Elle était persuadée aussi, en certains jours, qu'il
cachait une liaison dans le pays, qu'il avait fait venir une maîtresse,
son actrice, peut-être. Et elle interrogeait tout le monde,
son père, son frère et son mari, sur toutes les femmes
jeunes et désirables qu'on connaissait dans Enval.
Si au moins elle avait pu marcher, chercher elle-même, le suivre,
elle se serait un peu rassurée, mais l'immobilité presque
absolue qu'il lui fallait garder maintenant lui faisait endurer un
intolérable martyre. Et quand elle parlait à Paul, le
ton seul de sa voix révélait sa douleur et avivait chez
lui les impatiences nerveuses de cet amour fini.
Il ne pouvait plus causer tranquillement avec elle que d'une chose,
du prochain mariage de Gontran, ce qui lui permettait de prononcer
le nom de Charlotte et de penser tout haut à la jeune fille.
Et c'était même pour lui un plaisir mystérieux,
confus, inexplicable, d'entendre Christiane articuler ce mot, vanter
la grâce et toutes les qualités de cette petite, la plaindre,
regretter que son frère l'eût sacrifiée, et désirer
qu'un homme, un brave coeur, la comprît, l'aimât et l'épousât.
Il disait :
"Oh ! oui, Gontran a fait là une sottise. Elle est tout
à fait charmante, cette enfant."
Christiane, sans défiance, répétait :
"Tout à fait charmante. C'est une perle ! une perfection
!"
Jamais elle n'eût songé qu'un homme comme Paul pouvait
aimer une fillette et pourrait se marier un jour. Elle ne redoutait
que ses maîtresses.
Et, par un bizarre phénomène du coeur, l'éloge
de Charlotte, dans la bouche de Christiane, prenait pour lui une valeur
extrême, excitait son amour, fouettait son désir, enveloppait
la jeune fille d'un irrésistible attrait.

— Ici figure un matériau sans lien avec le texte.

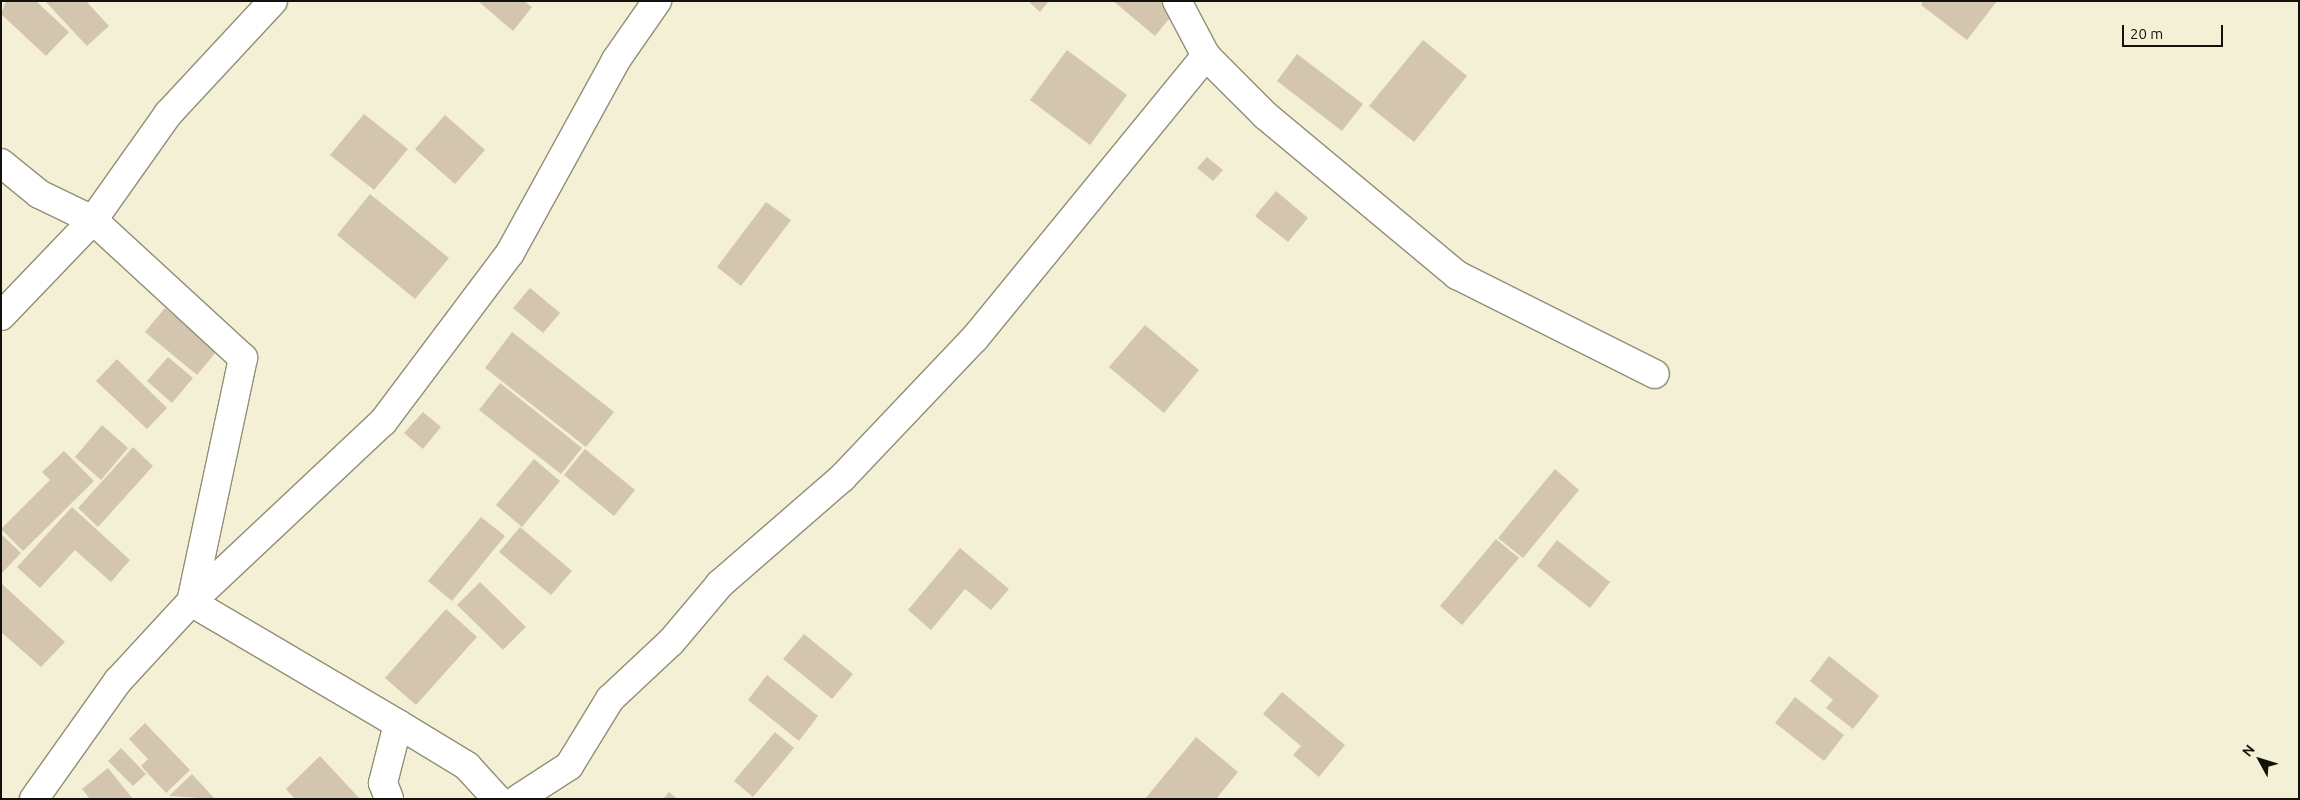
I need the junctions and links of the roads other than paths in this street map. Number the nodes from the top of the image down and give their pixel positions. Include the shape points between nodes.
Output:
1 (273, 1) edge
2 (657, 1) edge
3 (1177, 1) edge
4 (1206, 56) junction
5 (1, 163) edge
6 (93, 220) junction
7 (1, 316) edge
8 (1655, 374) dead end
9 (191, 602) junction
10 (398, 724) junction
11 (34, 799) edge
12 (389, 799) edge
13 (497, 799) edge
14 (518, 799) edge

1 - 6 street via 168,114
2 - 9 street via 616,60 510,253 383,422
3 - 4 street
4 - 8 street via 1332,175 1457,275
4 - 14 street via 975,338 842,478 720,584 671,642 610,699 569,766
5 - 6 street via 39,194
6 - 7 street
6 - 9 street via 243,358
9 - 10 street
9 - 11 street via 118,681
10 - 12 street via 383,783
10 - 13 street via 467,766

Or, un jour, comme il entrait avec Gontran chez Mme Honorat pour y
rencontrer les petites Oriol, ils trouvèrent le docteur Mazelli,
installé là, comme chez lui.
Il tendit ses deux mains aux deux hommes, avec son sourire italien
qui semblait donner tout son coeur avec chaque parole et chaque geste.
Gontran et lui s'étaient liés d'une amitié familière
et futile, faite d'affinités secrètes, de similitudes
cachées, d'une sorte de complicité d'instincts, bien
plus que d'affection vraie et de confiance.
Le comte demanda :
"Et votre jolie blonde du bois Sans-Souci ?"
L'Italien sourit :
"Bah ! nous sommes en froid. C'est une de ces femmes qui offrent
tout et ne donnent rien."
Et on se mit à causer. Le beau médecin faisait des frais
pour les jeunes filles, pour Charlotte surtout. Il montrait, en parlant
aux femmes, une adoration perpétuelle dans la voix, le geste
et le regard. Toute sa personne, des pieds à la tête,
leur disait : "Je vous aime !" avec une éloquence
d'attitude qui les lui gagnait infailliblement.
Il avait des grâces d'actrice, des pirouettes légères
de danseuse, des mouvements souples d'escamoteur, toute une science
de séduction naturelle et voulue dont il usait d'une façon
continue.
Paul, revenant à l'hôtel avec Gontran, s'écria,
d'un ton d'humeur maussade :
"Qu'est-ce que ce charlatan venait faire dans cette maison ?"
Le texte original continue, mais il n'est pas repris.